__Your assignment__
Your answer should be every line below that includes the word "dead".

[Stored data entries]
BEGIN
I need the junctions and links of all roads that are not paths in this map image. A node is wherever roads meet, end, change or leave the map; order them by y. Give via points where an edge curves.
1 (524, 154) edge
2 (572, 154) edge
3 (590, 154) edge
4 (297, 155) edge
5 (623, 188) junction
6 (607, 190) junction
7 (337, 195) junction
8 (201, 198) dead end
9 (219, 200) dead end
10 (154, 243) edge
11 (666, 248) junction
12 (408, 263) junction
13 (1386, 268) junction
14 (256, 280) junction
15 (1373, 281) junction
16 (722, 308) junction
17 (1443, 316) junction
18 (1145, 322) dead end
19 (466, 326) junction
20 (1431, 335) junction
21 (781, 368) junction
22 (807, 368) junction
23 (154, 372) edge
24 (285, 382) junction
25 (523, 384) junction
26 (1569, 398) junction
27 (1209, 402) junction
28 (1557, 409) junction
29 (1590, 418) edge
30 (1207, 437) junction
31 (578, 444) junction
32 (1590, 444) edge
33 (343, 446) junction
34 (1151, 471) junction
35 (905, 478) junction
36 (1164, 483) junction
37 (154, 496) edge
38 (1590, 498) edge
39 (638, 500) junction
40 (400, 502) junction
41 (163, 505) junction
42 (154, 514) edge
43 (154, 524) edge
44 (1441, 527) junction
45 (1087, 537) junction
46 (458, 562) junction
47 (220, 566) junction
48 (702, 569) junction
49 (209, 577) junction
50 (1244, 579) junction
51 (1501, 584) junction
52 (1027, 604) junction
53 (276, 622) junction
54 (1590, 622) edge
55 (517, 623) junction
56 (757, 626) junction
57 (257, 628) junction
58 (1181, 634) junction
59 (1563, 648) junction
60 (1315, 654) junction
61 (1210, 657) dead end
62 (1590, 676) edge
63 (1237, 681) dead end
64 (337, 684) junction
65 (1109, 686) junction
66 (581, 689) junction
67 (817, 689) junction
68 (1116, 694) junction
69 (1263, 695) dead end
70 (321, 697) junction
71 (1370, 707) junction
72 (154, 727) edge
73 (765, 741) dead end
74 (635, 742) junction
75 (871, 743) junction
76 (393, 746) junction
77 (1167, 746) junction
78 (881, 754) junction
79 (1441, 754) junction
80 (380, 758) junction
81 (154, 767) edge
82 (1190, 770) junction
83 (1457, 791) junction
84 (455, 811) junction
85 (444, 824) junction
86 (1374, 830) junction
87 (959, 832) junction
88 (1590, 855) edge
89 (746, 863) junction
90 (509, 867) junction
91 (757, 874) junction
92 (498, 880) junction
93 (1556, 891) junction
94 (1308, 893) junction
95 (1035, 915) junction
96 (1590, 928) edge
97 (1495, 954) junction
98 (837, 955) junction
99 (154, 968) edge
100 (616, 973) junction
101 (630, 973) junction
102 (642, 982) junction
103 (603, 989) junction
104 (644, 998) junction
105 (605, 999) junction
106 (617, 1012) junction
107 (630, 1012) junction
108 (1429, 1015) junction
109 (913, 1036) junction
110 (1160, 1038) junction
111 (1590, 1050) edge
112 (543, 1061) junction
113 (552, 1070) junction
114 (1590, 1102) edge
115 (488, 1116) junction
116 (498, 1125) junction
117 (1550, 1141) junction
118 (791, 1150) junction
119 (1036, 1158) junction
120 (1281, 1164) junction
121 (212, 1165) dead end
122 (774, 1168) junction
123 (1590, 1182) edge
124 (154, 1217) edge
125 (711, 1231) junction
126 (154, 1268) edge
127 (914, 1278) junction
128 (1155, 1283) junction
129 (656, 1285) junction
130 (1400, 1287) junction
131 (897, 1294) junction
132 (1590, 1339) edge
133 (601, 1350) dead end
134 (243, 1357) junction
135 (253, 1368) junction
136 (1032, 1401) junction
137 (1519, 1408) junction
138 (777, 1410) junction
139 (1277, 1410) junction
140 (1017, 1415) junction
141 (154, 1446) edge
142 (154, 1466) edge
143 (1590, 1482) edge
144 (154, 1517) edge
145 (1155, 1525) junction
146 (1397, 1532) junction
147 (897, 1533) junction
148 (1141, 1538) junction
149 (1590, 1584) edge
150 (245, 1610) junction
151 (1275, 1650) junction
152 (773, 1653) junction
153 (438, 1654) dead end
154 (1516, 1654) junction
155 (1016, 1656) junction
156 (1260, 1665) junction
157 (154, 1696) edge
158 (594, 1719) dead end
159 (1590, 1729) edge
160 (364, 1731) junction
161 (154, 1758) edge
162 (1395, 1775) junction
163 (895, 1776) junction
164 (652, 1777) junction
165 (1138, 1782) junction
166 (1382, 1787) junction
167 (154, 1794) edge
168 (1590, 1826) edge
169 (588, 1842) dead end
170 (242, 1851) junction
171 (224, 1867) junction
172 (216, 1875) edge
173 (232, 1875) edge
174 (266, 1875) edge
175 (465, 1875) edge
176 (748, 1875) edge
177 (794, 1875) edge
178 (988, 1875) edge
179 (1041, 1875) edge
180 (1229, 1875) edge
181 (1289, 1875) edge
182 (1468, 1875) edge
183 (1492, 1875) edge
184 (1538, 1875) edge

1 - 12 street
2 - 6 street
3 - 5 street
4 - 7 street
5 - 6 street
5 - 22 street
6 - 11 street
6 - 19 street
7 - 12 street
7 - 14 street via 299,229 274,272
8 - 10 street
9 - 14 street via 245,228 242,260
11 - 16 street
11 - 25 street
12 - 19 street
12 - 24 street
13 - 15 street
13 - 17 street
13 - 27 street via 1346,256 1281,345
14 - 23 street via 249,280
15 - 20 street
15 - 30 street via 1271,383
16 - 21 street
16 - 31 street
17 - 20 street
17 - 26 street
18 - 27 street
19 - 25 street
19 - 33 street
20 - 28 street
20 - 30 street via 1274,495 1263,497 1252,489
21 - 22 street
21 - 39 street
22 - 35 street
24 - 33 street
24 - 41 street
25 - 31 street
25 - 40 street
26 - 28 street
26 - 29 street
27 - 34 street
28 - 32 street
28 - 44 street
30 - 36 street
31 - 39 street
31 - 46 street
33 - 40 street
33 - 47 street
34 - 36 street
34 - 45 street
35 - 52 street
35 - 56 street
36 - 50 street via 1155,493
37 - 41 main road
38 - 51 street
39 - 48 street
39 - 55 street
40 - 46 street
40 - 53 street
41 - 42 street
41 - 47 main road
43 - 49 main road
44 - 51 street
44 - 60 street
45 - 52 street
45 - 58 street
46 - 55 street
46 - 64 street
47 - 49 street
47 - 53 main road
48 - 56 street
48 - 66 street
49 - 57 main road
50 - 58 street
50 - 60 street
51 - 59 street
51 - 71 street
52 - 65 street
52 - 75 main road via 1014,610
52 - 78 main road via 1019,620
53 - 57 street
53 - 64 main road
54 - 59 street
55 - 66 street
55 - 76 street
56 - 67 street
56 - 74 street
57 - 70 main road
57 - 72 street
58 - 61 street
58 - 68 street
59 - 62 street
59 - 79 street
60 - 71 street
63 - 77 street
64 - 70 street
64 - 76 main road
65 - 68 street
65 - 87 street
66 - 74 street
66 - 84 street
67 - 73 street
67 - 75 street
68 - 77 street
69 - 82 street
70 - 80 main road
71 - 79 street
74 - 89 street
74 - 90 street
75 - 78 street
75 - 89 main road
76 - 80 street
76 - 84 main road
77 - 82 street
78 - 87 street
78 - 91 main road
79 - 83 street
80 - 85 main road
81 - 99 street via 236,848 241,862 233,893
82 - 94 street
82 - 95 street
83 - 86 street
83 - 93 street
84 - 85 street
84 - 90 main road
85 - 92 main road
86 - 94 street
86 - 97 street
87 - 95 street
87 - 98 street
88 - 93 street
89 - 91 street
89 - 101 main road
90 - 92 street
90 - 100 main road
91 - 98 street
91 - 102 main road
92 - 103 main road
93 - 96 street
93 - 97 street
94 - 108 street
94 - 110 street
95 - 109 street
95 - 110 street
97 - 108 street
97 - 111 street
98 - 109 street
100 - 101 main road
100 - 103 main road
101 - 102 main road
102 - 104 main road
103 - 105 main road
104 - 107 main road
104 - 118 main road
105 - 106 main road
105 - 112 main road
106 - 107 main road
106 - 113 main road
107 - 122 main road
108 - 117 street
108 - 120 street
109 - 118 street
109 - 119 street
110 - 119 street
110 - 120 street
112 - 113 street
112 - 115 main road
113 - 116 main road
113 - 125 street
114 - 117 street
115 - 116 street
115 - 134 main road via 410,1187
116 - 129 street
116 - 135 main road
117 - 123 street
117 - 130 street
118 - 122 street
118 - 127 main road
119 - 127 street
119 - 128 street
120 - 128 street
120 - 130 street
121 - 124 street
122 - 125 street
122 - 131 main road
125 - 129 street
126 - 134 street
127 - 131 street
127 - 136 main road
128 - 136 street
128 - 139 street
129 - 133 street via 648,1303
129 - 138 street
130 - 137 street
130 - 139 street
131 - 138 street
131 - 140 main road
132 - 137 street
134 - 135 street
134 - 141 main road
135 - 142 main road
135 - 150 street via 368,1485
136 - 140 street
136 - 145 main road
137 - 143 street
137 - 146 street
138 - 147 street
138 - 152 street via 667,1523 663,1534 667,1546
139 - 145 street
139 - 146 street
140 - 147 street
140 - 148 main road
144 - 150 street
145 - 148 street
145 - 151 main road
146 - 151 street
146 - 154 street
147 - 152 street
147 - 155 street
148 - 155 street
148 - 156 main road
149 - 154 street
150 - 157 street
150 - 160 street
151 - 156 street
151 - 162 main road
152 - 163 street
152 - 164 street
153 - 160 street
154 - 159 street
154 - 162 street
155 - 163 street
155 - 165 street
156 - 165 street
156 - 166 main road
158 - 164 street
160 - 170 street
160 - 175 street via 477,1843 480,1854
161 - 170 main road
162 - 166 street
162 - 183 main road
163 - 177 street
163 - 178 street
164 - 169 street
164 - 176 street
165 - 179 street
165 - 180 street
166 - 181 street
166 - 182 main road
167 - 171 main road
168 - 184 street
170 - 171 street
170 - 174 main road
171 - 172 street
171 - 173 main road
END
__Exercise solution__
8 (201, 198) dead end
9 (219, 200) dead end
18 (1145, 322) dead end
61 (1210, 657) dead end
63 (1237, 681) dead end
69 (1263, 695) dead end
73 (765, 741) dead end
121 (212, 1165) dead end
133 (601, 1350) dead end
153 (438, 1654) dead end
158 (594, 1719) dead end
169 (588, 1842) dead end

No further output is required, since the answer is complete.